Stored items
*-*-*
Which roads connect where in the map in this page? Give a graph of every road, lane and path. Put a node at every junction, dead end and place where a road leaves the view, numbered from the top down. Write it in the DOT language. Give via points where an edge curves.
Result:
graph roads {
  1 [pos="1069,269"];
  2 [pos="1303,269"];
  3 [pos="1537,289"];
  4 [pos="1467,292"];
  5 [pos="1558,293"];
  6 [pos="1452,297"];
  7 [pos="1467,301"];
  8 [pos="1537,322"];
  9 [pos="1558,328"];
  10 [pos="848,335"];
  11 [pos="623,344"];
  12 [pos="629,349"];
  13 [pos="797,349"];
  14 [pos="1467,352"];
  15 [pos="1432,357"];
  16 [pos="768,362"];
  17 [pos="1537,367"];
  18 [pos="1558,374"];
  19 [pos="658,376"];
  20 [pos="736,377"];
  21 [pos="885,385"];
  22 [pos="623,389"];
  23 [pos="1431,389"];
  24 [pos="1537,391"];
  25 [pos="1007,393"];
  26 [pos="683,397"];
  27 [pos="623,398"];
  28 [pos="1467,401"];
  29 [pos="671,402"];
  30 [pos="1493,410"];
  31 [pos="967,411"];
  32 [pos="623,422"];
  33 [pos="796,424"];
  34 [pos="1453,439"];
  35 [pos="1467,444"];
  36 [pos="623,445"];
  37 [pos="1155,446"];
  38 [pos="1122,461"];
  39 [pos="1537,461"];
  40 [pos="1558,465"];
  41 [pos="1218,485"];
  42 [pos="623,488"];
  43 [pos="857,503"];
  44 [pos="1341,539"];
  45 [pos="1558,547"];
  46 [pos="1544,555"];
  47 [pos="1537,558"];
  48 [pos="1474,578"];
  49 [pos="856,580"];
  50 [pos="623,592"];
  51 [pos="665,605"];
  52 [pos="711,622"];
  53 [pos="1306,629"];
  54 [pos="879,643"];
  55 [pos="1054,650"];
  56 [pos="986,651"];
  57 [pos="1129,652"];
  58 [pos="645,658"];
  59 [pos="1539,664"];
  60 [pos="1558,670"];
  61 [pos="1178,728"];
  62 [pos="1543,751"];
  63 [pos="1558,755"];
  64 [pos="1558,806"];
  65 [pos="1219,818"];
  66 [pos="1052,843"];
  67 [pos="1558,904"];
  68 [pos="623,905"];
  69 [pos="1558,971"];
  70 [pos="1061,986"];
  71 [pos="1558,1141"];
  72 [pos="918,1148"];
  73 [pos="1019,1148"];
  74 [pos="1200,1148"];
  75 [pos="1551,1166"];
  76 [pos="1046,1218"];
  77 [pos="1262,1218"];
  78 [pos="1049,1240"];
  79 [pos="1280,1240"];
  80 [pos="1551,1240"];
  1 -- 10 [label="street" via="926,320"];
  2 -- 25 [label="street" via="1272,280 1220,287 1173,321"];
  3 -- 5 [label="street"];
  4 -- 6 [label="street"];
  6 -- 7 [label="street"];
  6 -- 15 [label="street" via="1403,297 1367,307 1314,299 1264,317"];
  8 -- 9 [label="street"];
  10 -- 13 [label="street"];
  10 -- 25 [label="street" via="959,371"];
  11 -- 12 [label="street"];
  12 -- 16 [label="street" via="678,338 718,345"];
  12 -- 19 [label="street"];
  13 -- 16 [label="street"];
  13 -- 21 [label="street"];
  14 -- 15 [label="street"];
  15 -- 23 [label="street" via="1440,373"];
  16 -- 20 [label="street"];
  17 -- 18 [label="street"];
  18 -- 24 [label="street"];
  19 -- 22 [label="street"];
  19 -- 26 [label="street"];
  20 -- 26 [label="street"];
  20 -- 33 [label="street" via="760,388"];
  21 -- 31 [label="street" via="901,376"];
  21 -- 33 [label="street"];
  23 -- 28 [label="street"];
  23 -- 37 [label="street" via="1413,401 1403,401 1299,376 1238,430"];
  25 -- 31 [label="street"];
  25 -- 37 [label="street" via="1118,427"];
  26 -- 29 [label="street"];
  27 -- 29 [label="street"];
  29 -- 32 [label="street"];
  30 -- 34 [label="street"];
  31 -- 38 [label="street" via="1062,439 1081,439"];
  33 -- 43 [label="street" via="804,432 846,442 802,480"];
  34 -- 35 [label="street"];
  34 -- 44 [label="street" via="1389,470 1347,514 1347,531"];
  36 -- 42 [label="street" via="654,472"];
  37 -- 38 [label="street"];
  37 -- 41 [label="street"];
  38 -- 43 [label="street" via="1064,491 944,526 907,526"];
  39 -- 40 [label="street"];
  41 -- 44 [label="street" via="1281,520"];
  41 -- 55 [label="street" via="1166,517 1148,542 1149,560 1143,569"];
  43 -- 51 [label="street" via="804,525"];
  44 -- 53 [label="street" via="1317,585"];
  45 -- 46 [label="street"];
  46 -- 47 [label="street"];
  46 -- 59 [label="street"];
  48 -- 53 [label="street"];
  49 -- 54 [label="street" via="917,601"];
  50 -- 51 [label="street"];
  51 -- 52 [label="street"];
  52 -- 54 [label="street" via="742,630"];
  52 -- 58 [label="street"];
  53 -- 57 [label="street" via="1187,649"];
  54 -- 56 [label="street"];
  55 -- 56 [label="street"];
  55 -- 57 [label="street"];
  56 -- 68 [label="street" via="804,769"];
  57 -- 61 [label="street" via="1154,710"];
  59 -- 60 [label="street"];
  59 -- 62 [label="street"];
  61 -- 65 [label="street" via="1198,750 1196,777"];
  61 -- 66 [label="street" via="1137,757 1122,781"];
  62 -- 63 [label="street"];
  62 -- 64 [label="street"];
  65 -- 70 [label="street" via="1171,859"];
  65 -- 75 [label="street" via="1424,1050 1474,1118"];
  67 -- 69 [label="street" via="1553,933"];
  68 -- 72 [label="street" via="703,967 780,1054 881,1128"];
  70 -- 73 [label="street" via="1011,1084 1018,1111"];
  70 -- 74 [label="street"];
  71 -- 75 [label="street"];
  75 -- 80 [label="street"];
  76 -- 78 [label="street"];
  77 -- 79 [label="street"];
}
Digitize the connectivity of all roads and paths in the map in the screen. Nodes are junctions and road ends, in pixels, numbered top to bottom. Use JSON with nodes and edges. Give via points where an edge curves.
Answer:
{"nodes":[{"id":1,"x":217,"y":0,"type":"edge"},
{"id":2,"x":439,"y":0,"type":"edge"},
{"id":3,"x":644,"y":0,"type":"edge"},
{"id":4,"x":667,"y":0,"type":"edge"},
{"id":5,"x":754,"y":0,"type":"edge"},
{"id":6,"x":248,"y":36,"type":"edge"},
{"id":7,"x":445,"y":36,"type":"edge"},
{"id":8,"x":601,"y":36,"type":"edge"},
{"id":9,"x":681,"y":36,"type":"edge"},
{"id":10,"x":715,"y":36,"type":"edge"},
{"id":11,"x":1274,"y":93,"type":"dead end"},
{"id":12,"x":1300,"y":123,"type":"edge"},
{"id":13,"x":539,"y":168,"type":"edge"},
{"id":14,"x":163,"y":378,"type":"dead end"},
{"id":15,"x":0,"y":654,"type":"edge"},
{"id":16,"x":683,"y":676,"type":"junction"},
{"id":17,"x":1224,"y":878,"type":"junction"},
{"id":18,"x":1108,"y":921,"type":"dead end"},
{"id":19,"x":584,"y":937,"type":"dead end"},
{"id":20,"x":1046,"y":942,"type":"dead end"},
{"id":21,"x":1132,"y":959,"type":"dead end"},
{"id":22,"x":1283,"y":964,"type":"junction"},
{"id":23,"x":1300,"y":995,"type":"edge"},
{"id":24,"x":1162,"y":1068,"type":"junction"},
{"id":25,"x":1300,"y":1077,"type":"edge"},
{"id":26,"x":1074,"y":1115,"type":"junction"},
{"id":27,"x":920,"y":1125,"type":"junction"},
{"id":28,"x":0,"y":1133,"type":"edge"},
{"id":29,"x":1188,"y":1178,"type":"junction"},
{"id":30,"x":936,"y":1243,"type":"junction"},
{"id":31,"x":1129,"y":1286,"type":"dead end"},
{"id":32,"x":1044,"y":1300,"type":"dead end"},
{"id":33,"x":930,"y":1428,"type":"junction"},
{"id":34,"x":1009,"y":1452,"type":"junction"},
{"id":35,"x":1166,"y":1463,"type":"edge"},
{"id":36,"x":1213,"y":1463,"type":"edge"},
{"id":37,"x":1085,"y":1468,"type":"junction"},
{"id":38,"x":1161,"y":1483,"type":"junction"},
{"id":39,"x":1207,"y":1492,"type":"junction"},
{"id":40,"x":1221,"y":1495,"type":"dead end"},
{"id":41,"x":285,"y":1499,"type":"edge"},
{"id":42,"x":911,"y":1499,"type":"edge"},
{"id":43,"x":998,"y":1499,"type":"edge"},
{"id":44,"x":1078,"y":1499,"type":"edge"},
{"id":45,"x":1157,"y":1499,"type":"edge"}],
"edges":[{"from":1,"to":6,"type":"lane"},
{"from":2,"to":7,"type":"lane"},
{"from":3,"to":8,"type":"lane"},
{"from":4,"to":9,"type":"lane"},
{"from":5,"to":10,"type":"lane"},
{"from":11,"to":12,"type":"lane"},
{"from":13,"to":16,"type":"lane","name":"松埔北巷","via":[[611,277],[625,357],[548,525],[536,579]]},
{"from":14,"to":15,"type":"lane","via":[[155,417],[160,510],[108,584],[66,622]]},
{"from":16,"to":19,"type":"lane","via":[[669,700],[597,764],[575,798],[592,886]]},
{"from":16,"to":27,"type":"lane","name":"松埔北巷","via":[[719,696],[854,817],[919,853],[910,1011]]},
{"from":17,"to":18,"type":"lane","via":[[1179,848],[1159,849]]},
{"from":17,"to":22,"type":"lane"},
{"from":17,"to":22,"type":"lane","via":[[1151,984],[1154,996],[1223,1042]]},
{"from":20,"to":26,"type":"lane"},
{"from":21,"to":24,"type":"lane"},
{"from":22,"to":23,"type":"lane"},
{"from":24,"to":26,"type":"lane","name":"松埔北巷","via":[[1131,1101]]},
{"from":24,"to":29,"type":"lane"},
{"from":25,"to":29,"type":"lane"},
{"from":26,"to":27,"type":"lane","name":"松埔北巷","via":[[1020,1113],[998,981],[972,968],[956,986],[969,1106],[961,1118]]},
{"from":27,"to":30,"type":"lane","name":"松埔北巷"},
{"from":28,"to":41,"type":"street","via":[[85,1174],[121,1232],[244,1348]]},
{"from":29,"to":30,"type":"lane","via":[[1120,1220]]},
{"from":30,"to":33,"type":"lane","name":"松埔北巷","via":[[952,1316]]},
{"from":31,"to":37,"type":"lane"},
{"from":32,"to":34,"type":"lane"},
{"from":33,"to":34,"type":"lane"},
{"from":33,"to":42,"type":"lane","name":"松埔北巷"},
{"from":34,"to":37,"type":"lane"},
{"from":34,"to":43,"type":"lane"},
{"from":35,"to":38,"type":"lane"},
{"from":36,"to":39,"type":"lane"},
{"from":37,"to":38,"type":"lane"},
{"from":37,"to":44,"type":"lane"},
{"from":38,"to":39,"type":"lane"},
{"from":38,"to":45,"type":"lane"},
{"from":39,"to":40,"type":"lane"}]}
*-*-*
> **TASK BRIEF**:
From the data above, copy each line where the string "nodes" appears.

> **TASK RESPONSE**:
Digitize the connectivity of all roads and paths in the map in the screen. Nodes are junctions and road ends, in pixels, numbered top to bottom. Use JSON with nodes and edges. Give via points where an edge curves.
{"nodes":[{"id":1,"x":217,"y":0,"type":"edge"},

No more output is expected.